Starbucks reiterated Thursday that its outgoing CEO Howard Schultz is not the right person to testify on behalf of the company at a congressional hearing requested by Sen. Bernie Sanders, I-Vermont. Despite being the public face of the Seattle-based coffee giant, the company said Schultz hasn't been involved in making decisions regarding union matters.
Schultz, who is leaving the job this month, has been focused on the Reinvention plan since he returned as CEO last April and has delegated union issues to a small group of executives, according to a letter written by Starbucks general counsel Zabrina Jenkins. The Reinvention plan is Starbucks' strategy, announced last September, to focus on new consumer behavior.
Jenkins' letter is the latest in a series of standoffs between Schultz and Sanders since the Vermont senator took the helm of the Senate Committee on Health, Education, Labor and Pensions last month. On Wednesday, Sanders scheduled a subpoena vote to force Schultz to testify after Starbucks declined to make the CEO available. The company instead offered AJ Jones II, the head of public affairs, to testify on alleged labor law violations.
"We fail to understand why Mr. Jones is not being permitted to offer testimony on these issues," Jenkins' letter said. "This is concerning, as [Sanders] has not provided an explanation or rationale for his rejection of Mr. Jones."
In response, Sanders said Thursday he wants Schultz to testify because as the head of the company, "he is the man who engineered and continues to make labor decisions at Starbucks."
Schultz "is the CEO of Starbucks, he is the spokesperson of Starbucks and he will continue to be on the Board of Directors at Starbucks well into the future," Sanders said in a statement. "Mr. Schultz has made it clear that he is the driving force of labor policy at Starbucks."
According to the Starbucks letter, Jones met with Sanders' staff and other committee members last month.
Jenkins, Jones and May Jensen, vice president for partner and labor relations, are part of the executive team that makes union-related decisions, according to the letter. The disclosure of a designated team marks a first in learning how Starbucks handles its delicate exchanges with the 285 store unions across the country.
Sanders noted a National Labor Relations Board decision released Wednesday that concluded Starbucks violated labor law in Buffalo, New York, where the first union was formed. NLRB's Administrative Law Judge Michael Rosas ordered the company to reinstate workers who were terminated, reopen a store that had been shut down and ordered Schultz and another executive to read a notice to Starbucks employees about their rights under the National Labor Relations Act.
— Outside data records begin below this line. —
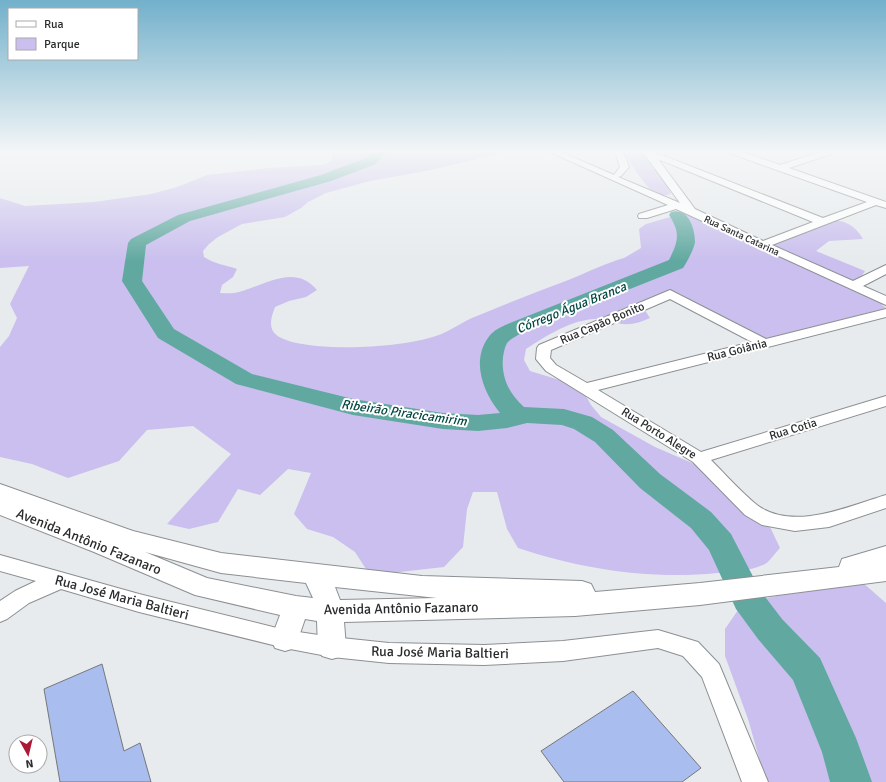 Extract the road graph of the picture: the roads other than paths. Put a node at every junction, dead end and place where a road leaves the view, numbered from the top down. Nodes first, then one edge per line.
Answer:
1 (640, 188) edge
2 (674, 188) edge
3 (740, 188) edge
4 (838, 188) edge
5 (678, 194) junction
6 (663, 199) junction
7 (876, 202) junction
8 (678, 205) junction
9 (886, 206) edge
10 (692, 212) junction
11 (643, 216) dead end
12 (823, 222) junction
13 (764, 244) junction
14 (886, 269) edge
15 (853, 286) junction
16 (886, 301) edge
17 (886, 312) edge
18 (764, 343) junction
19 (543, 358) joint
20 (587, 388) junction
21 (886, 401) edge
22 (699, 458) junction
23 (0, 492) edge
24 (886, 501) edge
25 (0, 506) edge
26 (886, 556) edge
27 (221, 562) junction
28 (0, 563) edge
29 (886, 571) edge
30 (313, 573) junction
31 (58, 581) junction
32 (793, 581) junction
33 (204, 588) junction
34 (703, 594) junction
35 (296, 607) junction
36 (330, 610) junction
37 (0, 613) edge
38 (285, 639) junction
39 (332, 647) junction
40 (755, 782) edge

1 - 6 street, Rua Santa Catarina
2 - 5 street
3 - 12 street
4 - 7 street
5 - 6 street
5 - 10 street
6 - 8 street, Rua Santa Catarina
7 - 9 street
7 - 12 street
8 - 10 street, Rua Santa Catarina
8 - 11 street
10 - 13 street, Rua Santa Catarina
12 - 13 street
13 - 15 street, Rua Santa Catarina
14 - 15 street
15 - 16 street, Rua Santa Catarina
17 - 18 street, Rua Goiânia
18 - 19 street, Rua Capão Bonito
18 - 20 street, Rua Goiânia
19 - 20 street, Rua Porto Alegre
20 - 22 street, Rua Porto Alegre
21 - 22 street, Rua Cotia
22 - 24 street, Rua Porto Alegre
23 - 27 main road, Avenida Antônio Fazanaro
25 - 33 main road, Avenida Antônio Fazanaro
26 - 32 main road, Avenida Antônio Fazanaro
27 - 30 main road, Avenida Antônio Fazanaro
27 - 33 main road
28 - 31 street, Rua José Maria Baltieri
29 - 32 main road, Avenida Antônio Fazanaro
30 - 34 main road, Avenida Antônio Fazanaro
30 - 36 main road
31 - 37 street
31 - 38 street, Rua José Maria Baltieri
32 - 34 main road, Avenida Antônio Fazanaro
33 - 35 main road, Avenida Antônio Fazanaro
34 - 36 main road, Avenida Antônio Fazanaro
35 - 36 main road, Avenida Antônio Fazanaro
35 - 38 main road
36 - 39 main road
38 - 39 street, Rua José Maria Baltieri
39 - 40 street, Rua José Maria Baltieri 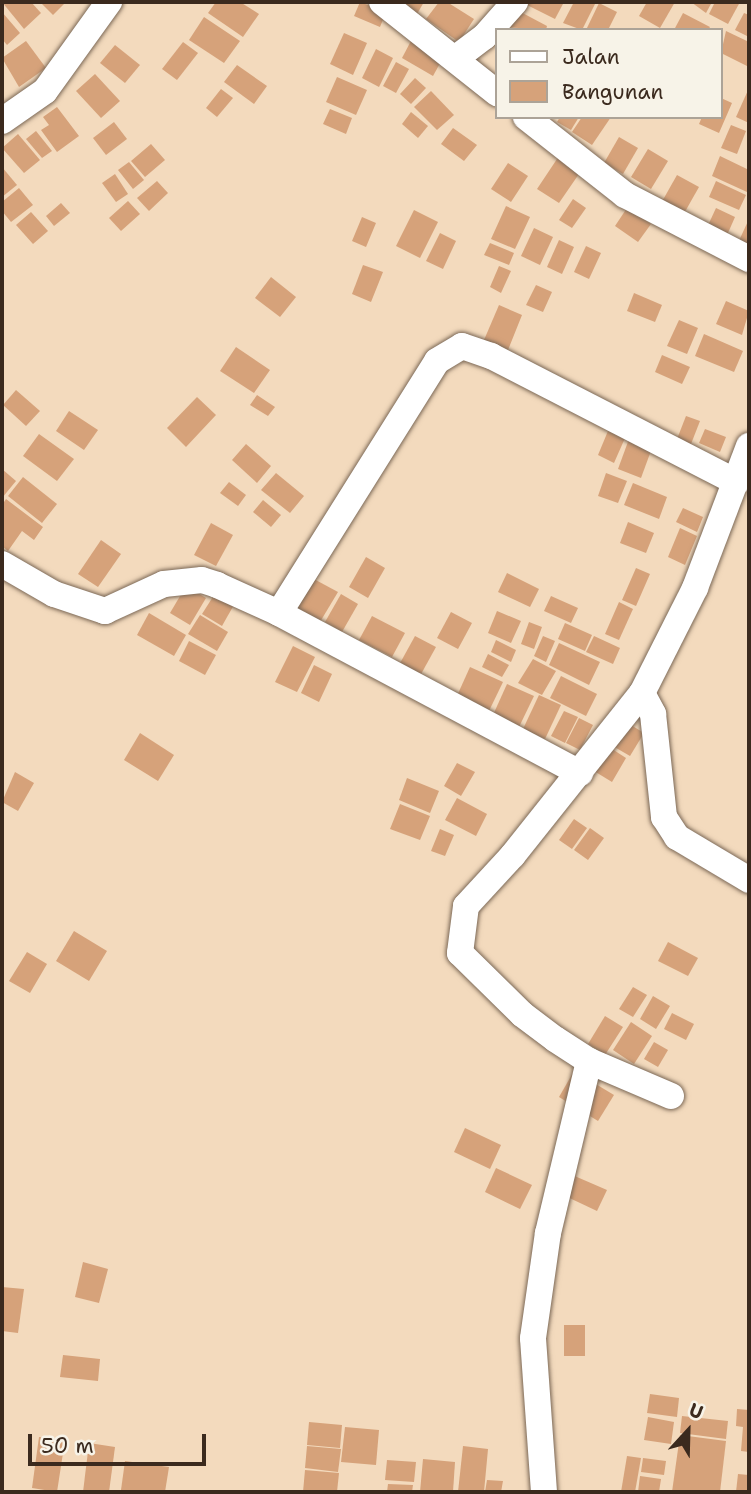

Rosas wrote that in November 2021, before returning as CEO, Schultz had a meeting with all Buffalo-area store workers. During the meeting, Schultz talked about how his upbringing shaped his business conduct, the company's growth in the past 50 years and outlined several employee benefits such as company stock options and disbursements for emergencies, Rosas wrote.
Schultz said Starbucks was personal to him, according to Rosas' letter. "The company's core purpose, Schultz said, was 'to build the kind of company that creates a fragile balance between profit and doing the right thing.'"
The meeting makes clear Schultz's labor policy influence at Starbucks even when he is not the top executive, Sanders wrote.
Schultz "has denied meeting and document requests, skirted congressional oversight attempts and refused to answer any of the serious questions we have asked," Sanders said earlier this week. He added the committee has "no choice, but to subpoena him."
The subpoena vote is scheduled for Wednesday.